* **What you should do**:
For this exercise, repeat the records below exactly and omit every picture.

[Recorded data]
Start of Block

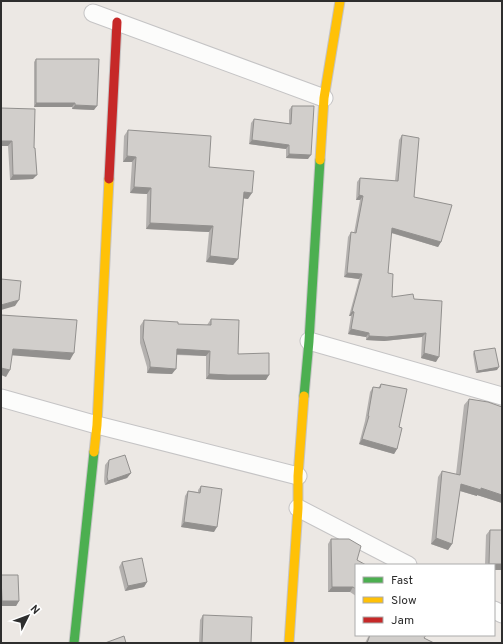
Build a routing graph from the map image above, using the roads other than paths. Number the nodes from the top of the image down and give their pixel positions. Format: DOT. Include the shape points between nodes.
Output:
graph roads {
  1 [pos="340,1"];
  2 [pos="92,13"];
  3 [pos="117,22"];
  4 [pos="324,98"];
  5 [pos="309,341"];
  6 [pos="502,396"];
  7 [pos="1,398"];
  8 [pos="97,425"];
  9 [pos="298,476"];
  10 [pos="298,508"];
  11 [pos="406,564"];
  12 [pos="74,643"];
  13 [pos="289,643"];
  1 -- 4 [label="street"];
  2 -- 3 [label="street"];
  3 -- 4 [label="street"];
  3 -- 8 [label="street"];
  4 -- 5 [label="street"];
  5 -- 6 [label="street"];
  5 -- 9 [label="street"];
  7 -- 8 [label="street"];
  8 -- 9 [label="street"];
  8 -- 12 [label="street"];
  9 -- 10 [label="street"];
  10 -- 11 [label="street"];
  10 -- 13 [label="street"];
}
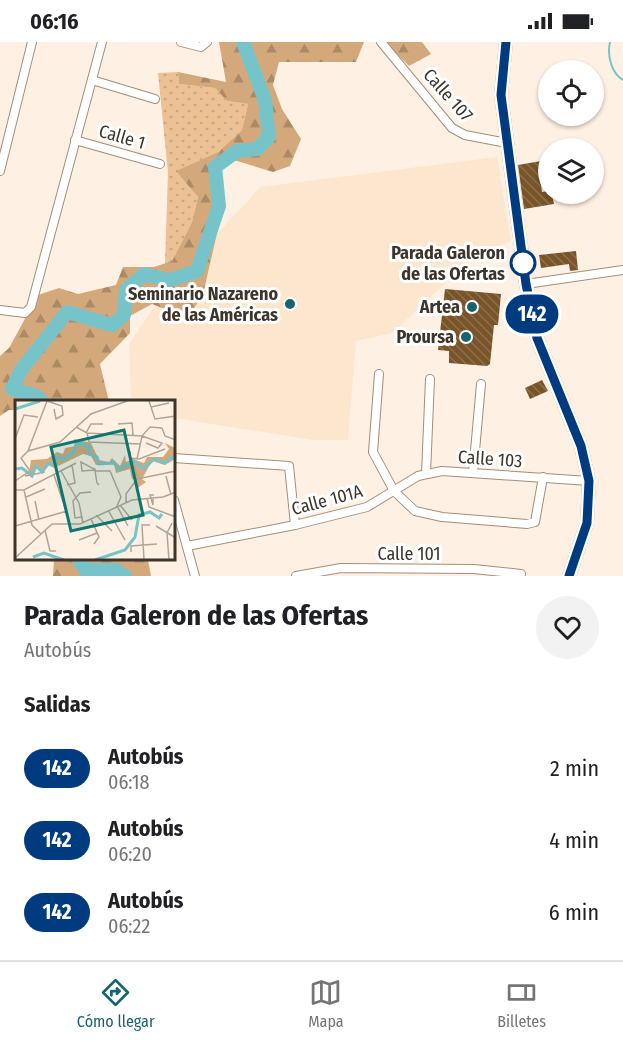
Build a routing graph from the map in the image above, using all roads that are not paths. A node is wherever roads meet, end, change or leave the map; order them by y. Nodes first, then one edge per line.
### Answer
1 (32, 42) edge
2 (102, 42) edge
3 (181, 42) edge
4 (207, 42) edge
5 (381, 42) edge
6 (506, 42) edge
7 (92, 80) junction
8 (155, 99) dead end
9 (75, 140) junction
10 (507, 143) junction
11 (160, 164) dead end
12 (0, 171) edge
13 (623, 270) edge
14 (526, 284) junction
15 (0, 310) edge
16 (379, 374) dead end
17 (430, 379) dead end
18 (481, 384) dead end
19 (176, 458) edge
20 (473, 473) junction
21 (426, 474) junction
22 (543, 477) junction
23 (589, 481) junction
24 (394, 490) junction
25 (176, 507) edge
26 (296, 525) junction
27 (187, 546) junction
28 (474, 572) edge
29 (521, 574) dead end
30 (195, 576) edge
31 (296, 576) edge
32 (569, 576) edge

1 - 12 street
2 - 7 street
3 - 4 street
5 - 10 street, Calle 107
6 - 10 main road
7 - 8 street
7 - 9 street
9 - 11 street, Calle 1
9 - 15 street
10 - 14 main road
13 - 14 street
14 - 23 main road
16 - 24 street
17 - 21 street
18 - 20 street
19 - 26 street
20 - 21 street, Calle 103
20 - 22 street, Calle 103
21 - 24 street, Calle 103
22 - 23 street, Calle 103
22 - 24 street
23 - 32 main road
24 - 26 street, Calle 101A
25 - 27 street
26 - 27 street, Calle 101A
27 - 30 street
28 - 29 street, Calle 101
28 - 31 street, Calle 101

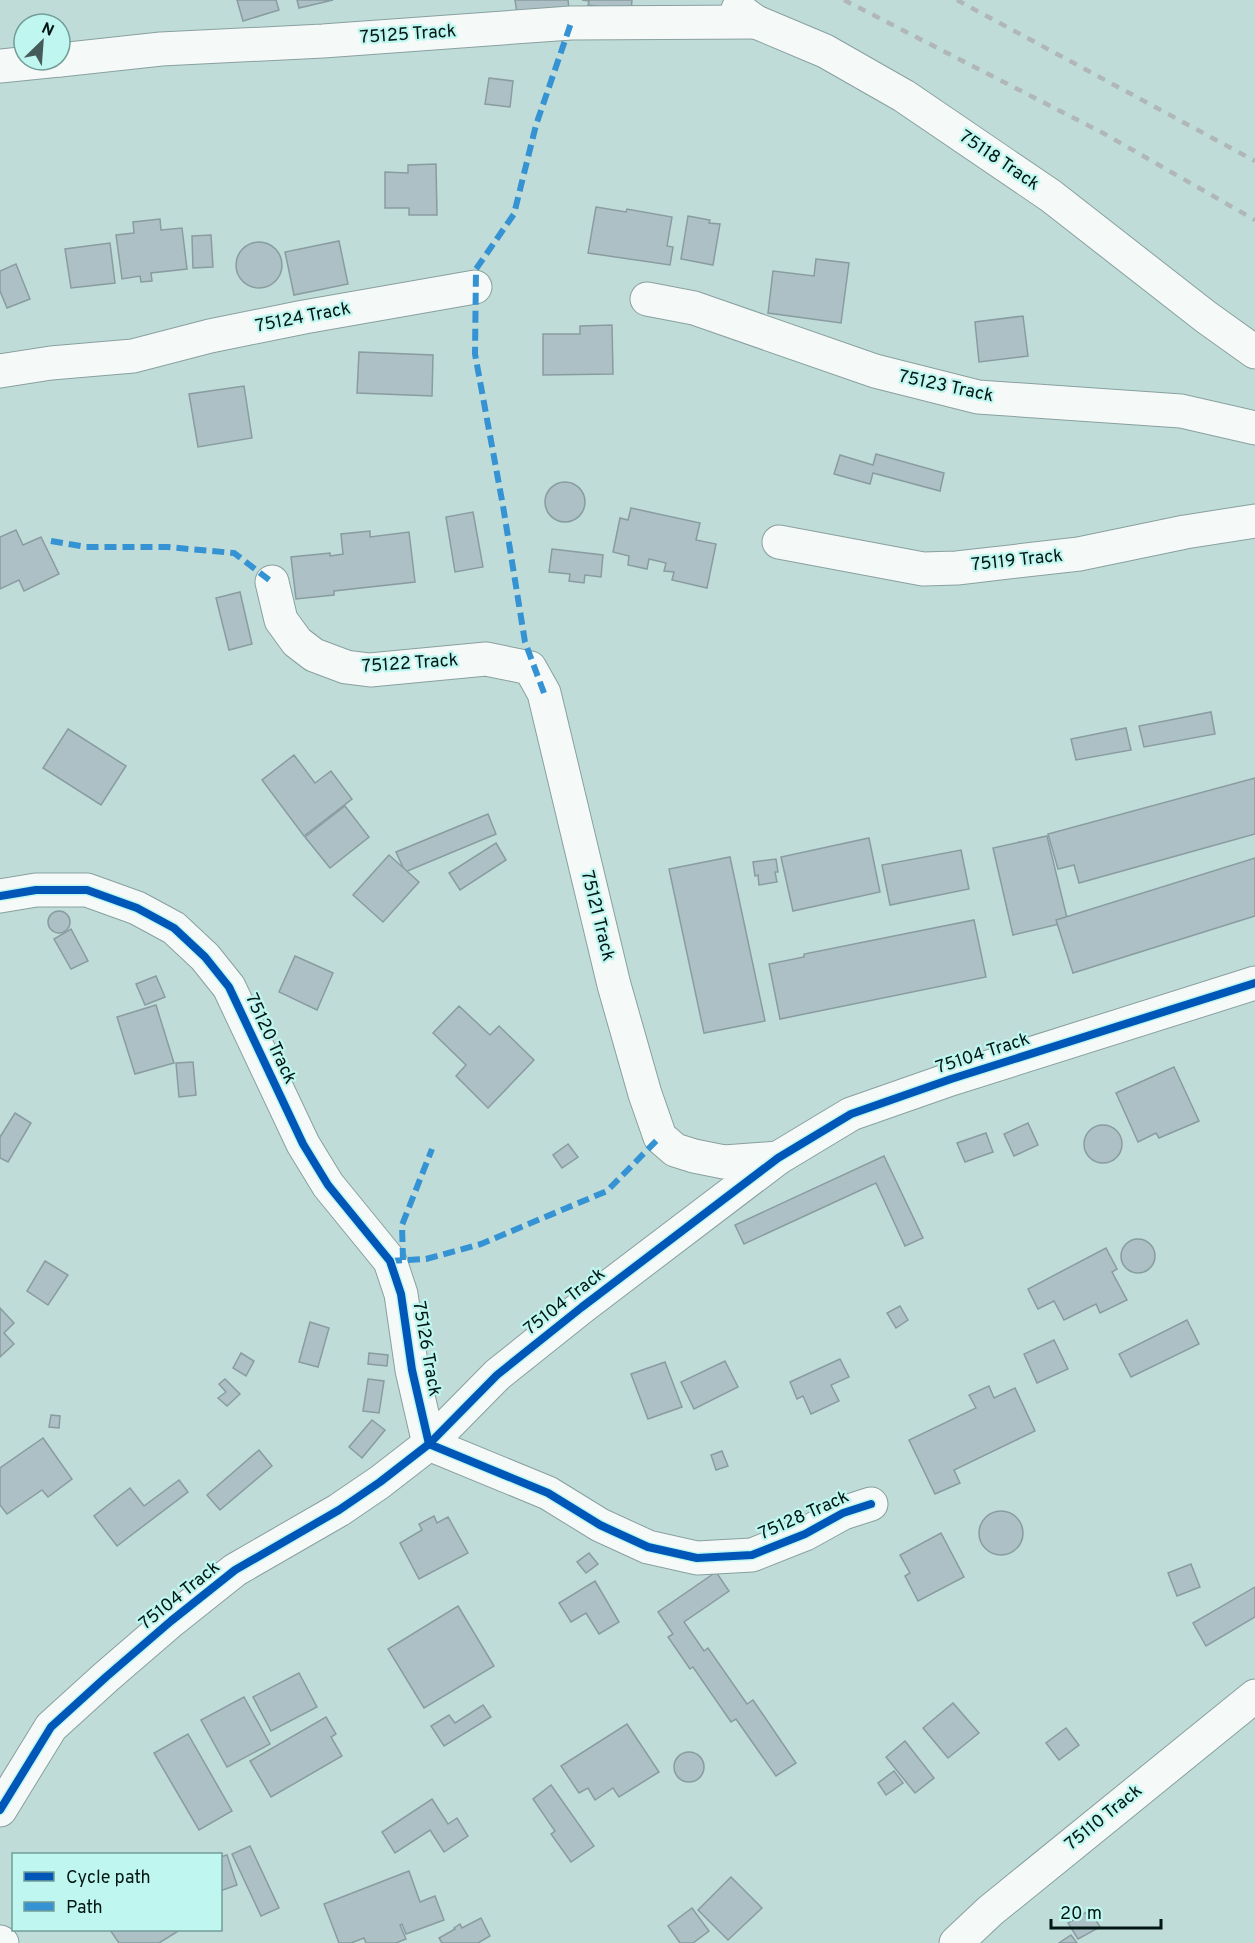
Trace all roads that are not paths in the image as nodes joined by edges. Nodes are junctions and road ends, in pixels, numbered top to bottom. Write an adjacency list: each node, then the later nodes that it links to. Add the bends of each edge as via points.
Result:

End of Block

* **Solution for this problem**:
Build a routing graph from the map image above, using the roads other than paths. Number the nodes from the top of the image down and give their pixel positions. Format: DOT. Include the shape points between nodes.
Output:
graph roads {
  1 [pos="340,1"];
  2 [pos="92,13"];
  3 [pos="117,22"];
  4 [pos="324,98"];
  5 [pos="309,341"];
  6 [pos="502,396"];
  7 [pos="1,398"];
  8 [pos="97,425"];
  9 [pos="298,476"];
  10 [pos="298,508"];
  11 [pos="406,564"];
  12 [pos="74,643"];
  13 [pos="289,643"];
  1 -- 4 [label="street"];
  2 -- 3 [label="street"];
  3 -- 4 [label="street"];
  3 -- 8 [label="street"];
  4 -- 5 [label="street"];
  5 -- 6 [label="street"];
  5 -- 9 [label="street"];
  7 -- 8 [label="street"];
  8 -- 9 [label="street"];
  8 -- 12 [label="street"];
  9 -- 10 [label="street"];
  10 -- 11 [label="street"];
  10 -- 13 [label="street"];
}
Build a routing graph from the map in the image above, using all roads that are not paths. A node is wherever roads meet, end, change or leave the map; order them by y. Nodes first, then one edge per line.
### Answer
1 (32, 42) edge
2 (102, 42) edge
3 (181, 42) edge
4 (207, 42) edge
5 (381, 42) edge
6 (506, 42) edge
7 (92, 80) junction
8 (155, 99) dead end
9 (75, 140) junction
10 (507, 143) junction
11 (160, 164) dead end
12 (0, 171) edge
13 (623, 270) edge
14 (526, 284) junction
15 (0, 310) edge
16 (379, 374) dead end
17 (430, 379) dead end
18 (481, 384) dead end
19 (176, 458) edge
20 (473, 473) junction
21 (426, 474) junction
22 (543, 477) junction
23 (589, 481) junction
24 (394, 490) junction
25 (176, 507) edge
26 (296, 525) junction
27 (187, 546) junction
28 (474, 572) edge
29 (521, 574) dead end
30 (195, 576) edge
31 (296, 576) edge
32 (569, 576) edge

1 - 12 street
2 - 7 street
3 - 4 street
5 - 10 street, Calle 107
6 - 10 main road
7 - 8 street
7 - 9 street
9 - 11 street, Calle 1
9 - 15 street
10 - 14 main road
13 - 14 street
14 - 23 main road
16 - 24 street
17 - 21 street
18 - 20 street
19 - 26 street
20 - 21 street, Calle 103
20 - 22 street, Calle 103
21 - 24 street, Calle 103
22 - 23 street, Calle 103
22 - 24 street
23 - 32 main road
24 - 26 street, Calle 101A
25 - 27 street
26 - 27 street, Calle 101A
27 - 30 street
28 - 29 street, Calle 101
28 - 31 street, Calle 101

Trace all roads that are not paths in the image as nodes joined by edges. Nodes are junctions and road ends, in pixels, numbered top to bottom. Write an adjacency list: each node, then the later nodes that it links to. Add the bends of each edge as via points.
Result:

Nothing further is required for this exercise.